October is National Adopt A Shelter Dog month which means it’s a great time to find the perfect canine companion for your senior loved one. Dogs are wonderful pets for seniors. And having a pet can reduce the risk of heart attack and stroke, lower cholesterol levels, and help seniors manage the symptoms of depression. But it’s important that you choose the right kind of dog for your senior loved one. Use these tips to find a dog that will fit perfectly with your senior loved one:
Match Your Senior’s Energy Level
In order to find the right dog for your senior parent you should consider your senior loved one’s energy level and the dog’s energy level. If your senior loved one has a lot of energy and is always on the go wanting to get out and see new things a high energy dog that likes to be always doing something would be a good fit for them. If your senior parent is less energetic and prefers to nap on the couch then a dog with a more laid back attitude is going to be a better fit. Look for a dog that has the same interest and energy as your parent to make sure they won’t get frustrated with each other.
Don’t Discount Senior Dogs
Sometimes people assume that puppies are the best companions but senior dogs are often a better fit for senior people. Senior dogs enjoy a good nap and don’t need as much walking and activity and interaction as younger dogs. Puppies that need training may be perfect for some seniors but other seniors may prefer a dog that is going to be a more laid back companion. Senior dogs also usually are the last to be adopted so there are always lots of senior dogs that are looking for good homes.
Consider The Dog’s Needs
You can find a wide mix of dog breeds at any pet shelter. When you’re choosing a companion dog for a senior keep in mind that different breeds have very different needs. Some breeds need a lot of walking and exercise daily while others are fine with short walks and don’t require a lot of maintenance. Some breeds are more high-strung than others and wouldn’t do well in high-stress environments. Ask some of the shelter staff what breed would be the best for your senior parent and their particular living situation.

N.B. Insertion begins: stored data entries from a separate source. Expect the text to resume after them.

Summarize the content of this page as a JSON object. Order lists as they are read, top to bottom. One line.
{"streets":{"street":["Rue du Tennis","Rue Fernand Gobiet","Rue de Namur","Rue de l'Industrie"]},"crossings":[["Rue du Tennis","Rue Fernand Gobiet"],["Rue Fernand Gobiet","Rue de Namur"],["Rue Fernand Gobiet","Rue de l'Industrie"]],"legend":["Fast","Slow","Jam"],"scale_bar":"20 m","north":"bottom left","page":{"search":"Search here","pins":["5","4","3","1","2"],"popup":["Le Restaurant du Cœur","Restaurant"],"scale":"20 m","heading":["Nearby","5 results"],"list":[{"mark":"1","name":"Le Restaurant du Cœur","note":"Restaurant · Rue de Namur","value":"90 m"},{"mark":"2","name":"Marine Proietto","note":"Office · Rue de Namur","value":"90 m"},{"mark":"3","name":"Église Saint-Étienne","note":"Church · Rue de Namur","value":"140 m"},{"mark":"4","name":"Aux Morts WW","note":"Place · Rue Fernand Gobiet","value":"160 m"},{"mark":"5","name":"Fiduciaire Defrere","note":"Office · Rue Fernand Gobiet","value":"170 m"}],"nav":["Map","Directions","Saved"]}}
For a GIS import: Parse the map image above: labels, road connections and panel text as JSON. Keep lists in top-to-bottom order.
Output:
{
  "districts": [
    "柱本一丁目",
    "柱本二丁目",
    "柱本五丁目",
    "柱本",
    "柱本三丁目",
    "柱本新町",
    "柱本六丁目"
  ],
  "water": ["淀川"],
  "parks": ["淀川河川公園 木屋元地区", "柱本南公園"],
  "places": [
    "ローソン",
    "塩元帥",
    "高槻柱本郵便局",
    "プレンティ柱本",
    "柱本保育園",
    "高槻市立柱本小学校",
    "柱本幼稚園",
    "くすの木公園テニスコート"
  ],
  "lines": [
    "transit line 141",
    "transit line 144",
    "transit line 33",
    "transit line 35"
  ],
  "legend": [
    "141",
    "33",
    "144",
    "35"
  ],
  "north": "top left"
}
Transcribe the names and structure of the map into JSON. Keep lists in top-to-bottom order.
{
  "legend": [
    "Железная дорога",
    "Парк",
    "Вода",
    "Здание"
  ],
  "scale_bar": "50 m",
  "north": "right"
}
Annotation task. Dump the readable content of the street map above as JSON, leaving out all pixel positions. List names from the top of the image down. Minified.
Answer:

Get Some Help With Daily Care
If you’re worried about your senior loved one’s ability to make sure that the dog gets walked and taken outside regularly a personal care at home provider can help both your senior loved one and the dog. When your senior loved one is getting regular visits from a personal care at home provider they will also be able help move heavy bags of dog food, clean the dog’s dishes, and wash blankets and beds. With the extra support from a personal care at home provider your senior parent can get all the benefits of having a dog and a deserving dog can get a loving forever home.